Work order: Search the records below for the word "graph". Pull out each line that has it.

- - - - -

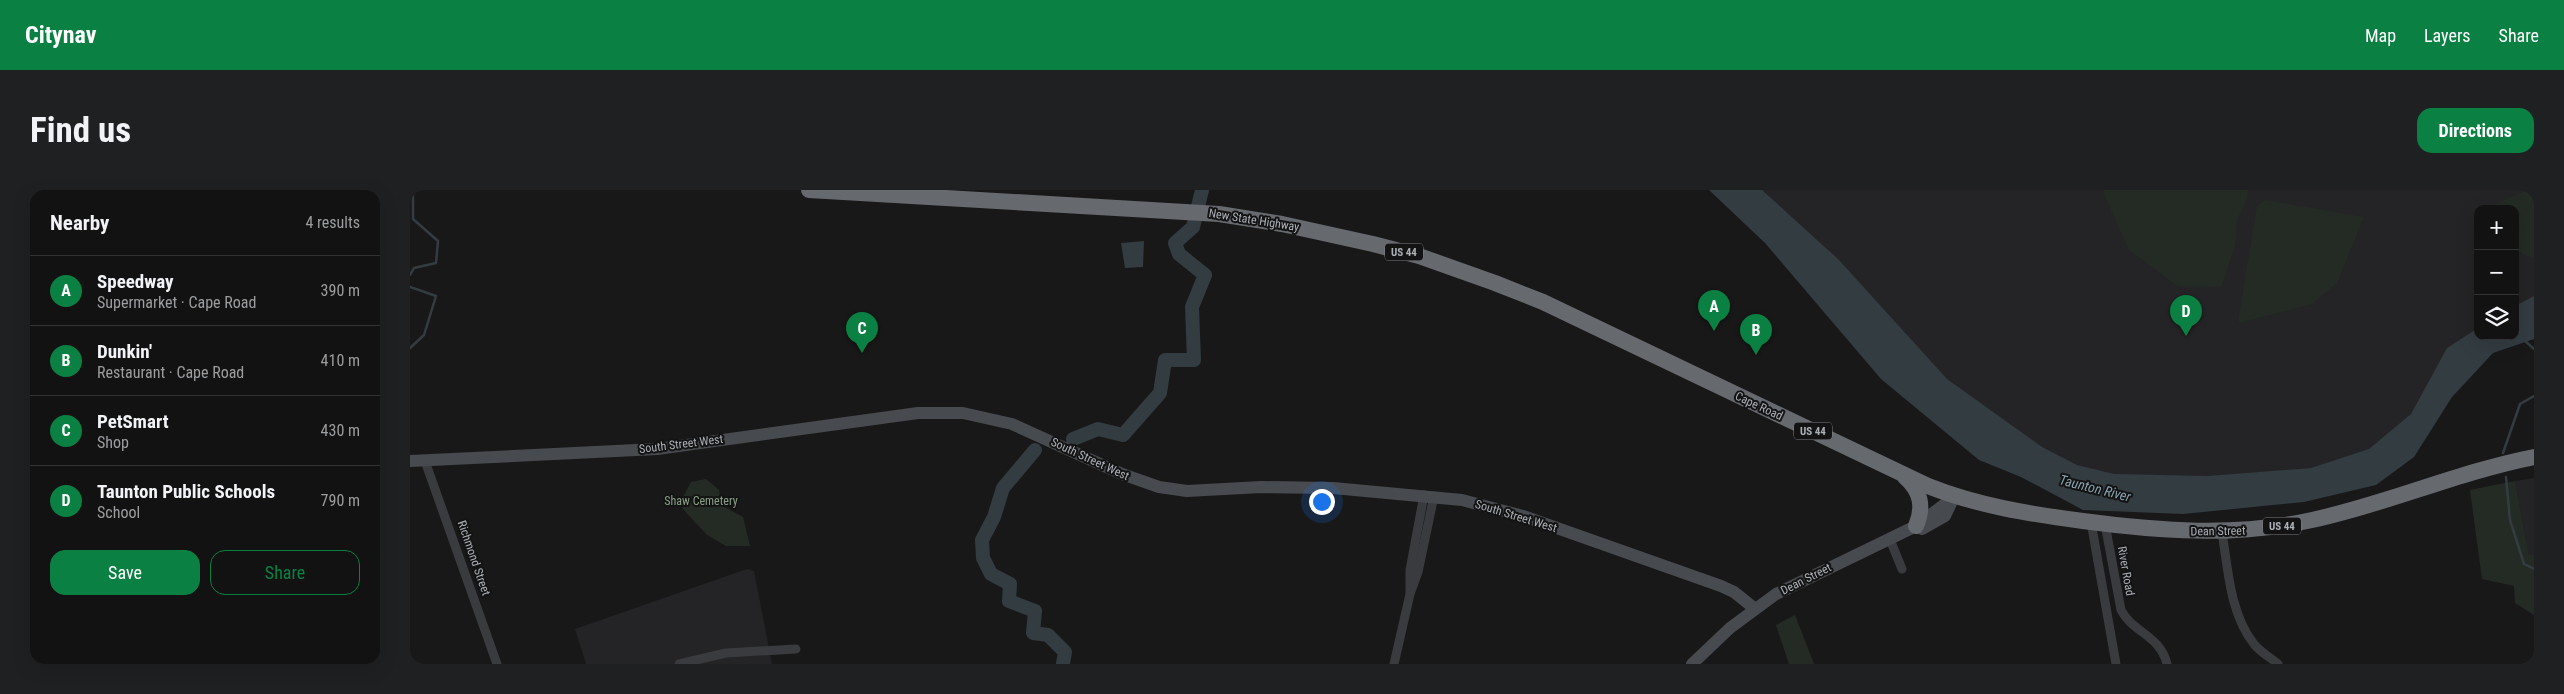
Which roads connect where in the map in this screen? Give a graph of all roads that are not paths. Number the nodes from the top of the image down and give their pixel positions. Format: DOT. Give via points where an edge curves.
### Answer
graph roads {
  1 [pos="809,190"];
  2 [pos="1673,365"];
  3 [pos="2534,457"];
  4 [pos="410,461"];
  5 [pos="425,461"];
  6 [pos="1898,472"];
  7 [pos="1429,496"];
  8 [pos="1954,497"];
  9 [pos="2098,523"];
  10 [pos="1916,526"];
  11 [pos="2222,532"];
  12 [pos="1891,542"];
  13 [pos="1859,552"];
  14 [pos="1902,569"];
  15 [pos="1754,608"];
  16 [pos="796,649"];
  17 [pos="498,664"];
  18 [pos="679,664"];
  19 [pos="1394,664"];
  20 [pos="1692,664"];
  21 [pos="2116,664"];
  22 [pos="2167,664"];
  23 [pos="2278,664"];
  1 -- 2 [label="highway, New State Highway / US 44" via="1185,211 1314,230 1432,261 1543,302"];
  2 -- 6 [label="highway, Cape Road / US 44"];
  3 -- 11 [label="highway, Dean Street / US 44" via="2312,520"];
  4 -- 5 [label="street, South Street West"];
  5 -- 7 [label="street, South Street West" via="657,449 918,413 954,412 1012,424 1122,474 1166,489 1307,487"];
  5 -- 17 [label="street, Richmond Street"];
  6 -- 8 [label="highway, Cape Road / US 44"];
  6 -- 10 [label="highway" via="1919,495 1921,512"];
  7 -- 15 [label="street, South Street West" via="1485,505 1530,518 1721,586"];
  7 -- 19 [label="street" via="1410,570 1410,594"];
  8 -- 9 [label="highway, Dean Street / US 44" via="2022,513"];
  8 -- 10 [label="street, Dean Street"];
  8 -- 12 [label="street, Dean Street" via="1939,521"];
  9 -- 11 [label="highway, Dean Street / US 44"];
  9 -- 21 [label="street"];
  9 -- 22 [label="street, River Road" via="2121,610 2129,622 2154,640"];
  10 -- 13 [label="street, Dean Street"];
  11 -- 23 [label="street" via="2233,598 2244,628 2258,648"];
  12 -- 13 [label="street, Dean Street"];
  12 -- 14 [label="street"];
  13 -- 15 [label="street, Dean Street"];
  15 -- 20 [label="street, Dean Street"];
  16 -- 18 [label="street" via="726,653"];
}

- - - - -

Solution to the exercise:
Which roads connect where in the map in this screen? Give a graph of all roads that are not paths. Number the nodes from the top of the image down and give their pixel positions. Format: DOT. Give via points where an edge curves.
graph roads {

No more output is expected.